1. Dewi Bulan

17 1 1
                                    

"Selene sudah tidak tinggal, di sini lagi."

"Lalu, dimana Selene tinggal, sekarang?"

"Rumah sakit jiwa Dionisos."

Tepat dua jam sebelumnya, El mendatangi sebuah rumah sederhana di pinggiran kota Bandung. Rumah yang diyakininya, adalah tempat tinggal Selene. Tapi ketika El sampai dirumah bergaya minimalis tersebut, seorang remaja laki-laki bernama Nicander Arganta--mengaku sebagai sahabat dari Selene-- mengatakan bahwa Selene mengalami gangguan kejiwaan dan dilarikan ke Rsj. Dionisos. Salah satu rumah sakit jiwa terbesar di kota Bandung, yang dipercayai bahwa rumah sakit jiwa tersebut lebih terlihat seperti penjara, daripada rumah sakit jiwa pada umumnya.

"Aku harap, kau tidak akan terkejut, ketika melihat sosok Selene yang sesungguhnya." Kata Cander. Saat ini, Cander dan El sedang menyusuri lorong suram di lantai tiga, Rsj. Dionisos.

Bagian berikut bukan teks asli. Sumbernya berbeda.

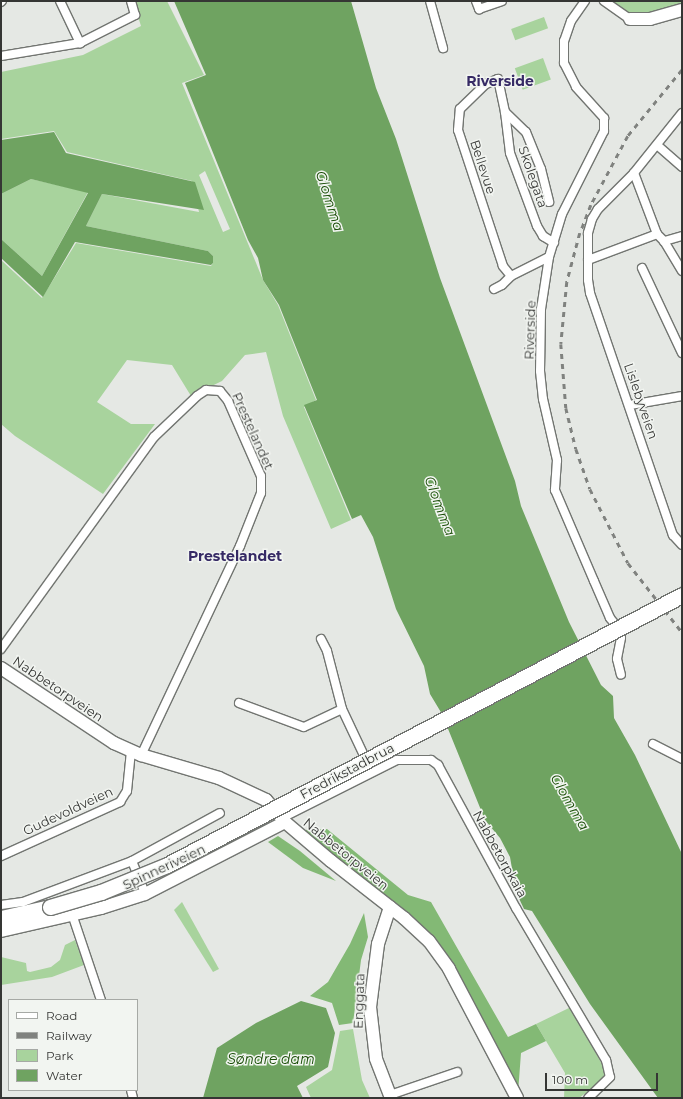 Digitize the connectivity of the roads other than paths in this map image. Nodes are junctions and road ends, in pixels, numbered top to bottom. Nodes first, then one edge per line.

'Sepi.' Satu kata di pemikiran El untuk mendeskripsikan Rsj. Dionisos. Jika biasanya para pasien dibiarkan untuk berkeliaran, di sini justru para pasien tidak terlihat sama sekali. Seperti mereka terkurung di dalam kamar mereka masing-masing, dan pintu kamar terkunci rapat untuk mereka.

Dari awal keduanya masuk pun, dinding cokelat bata setinggi lima belas kaki menyambut keduanya. Lalu setelah benar-benar masuk,  gedung bangunan Rsj. Dionisos yang begitu suram, dengan cat berwarna putih yang sudah luntur menyambut kedatangan keduanya.

Benar, lebih terlihat seperti penjara, dari pada rumah sakit jiwa. Tetapi halaman rumah sakit jiwa tersebut sangat luas dengan rumput hijau, bunga-bunga bermekaran, dan pohon-pohon beringin yang tumbuh. Begitu kontras dengan bagunan dan dinding pagarnya.

"Ada apa, dengan Selene?" Ketika tahu maksud kedatangan El, kerumah Selene yang sekarang dihuni oleh Cander, Cander menawarkan dirinya menemani El untuk bertemu Selene.

"Semenjak terjadi penculikan di panti asuhan Cakradjaya, Selene selalu mencoba untuk mencelakai dirinya. Terhitung sudah dua kali lebih, ia mencoba untuk bunuh diri." Jelas Cander membuat El mengerutkan dahinya, bingung. "Para pengurus panti asuhan mendemo rumah sakit jiwa ini. Mereka berlomba-lomba mengutuk, dan menyalahkan Selena, atas apa yang terjadi kepada para anak asuh mereka." Jelas Cander menjawab kebingungan El.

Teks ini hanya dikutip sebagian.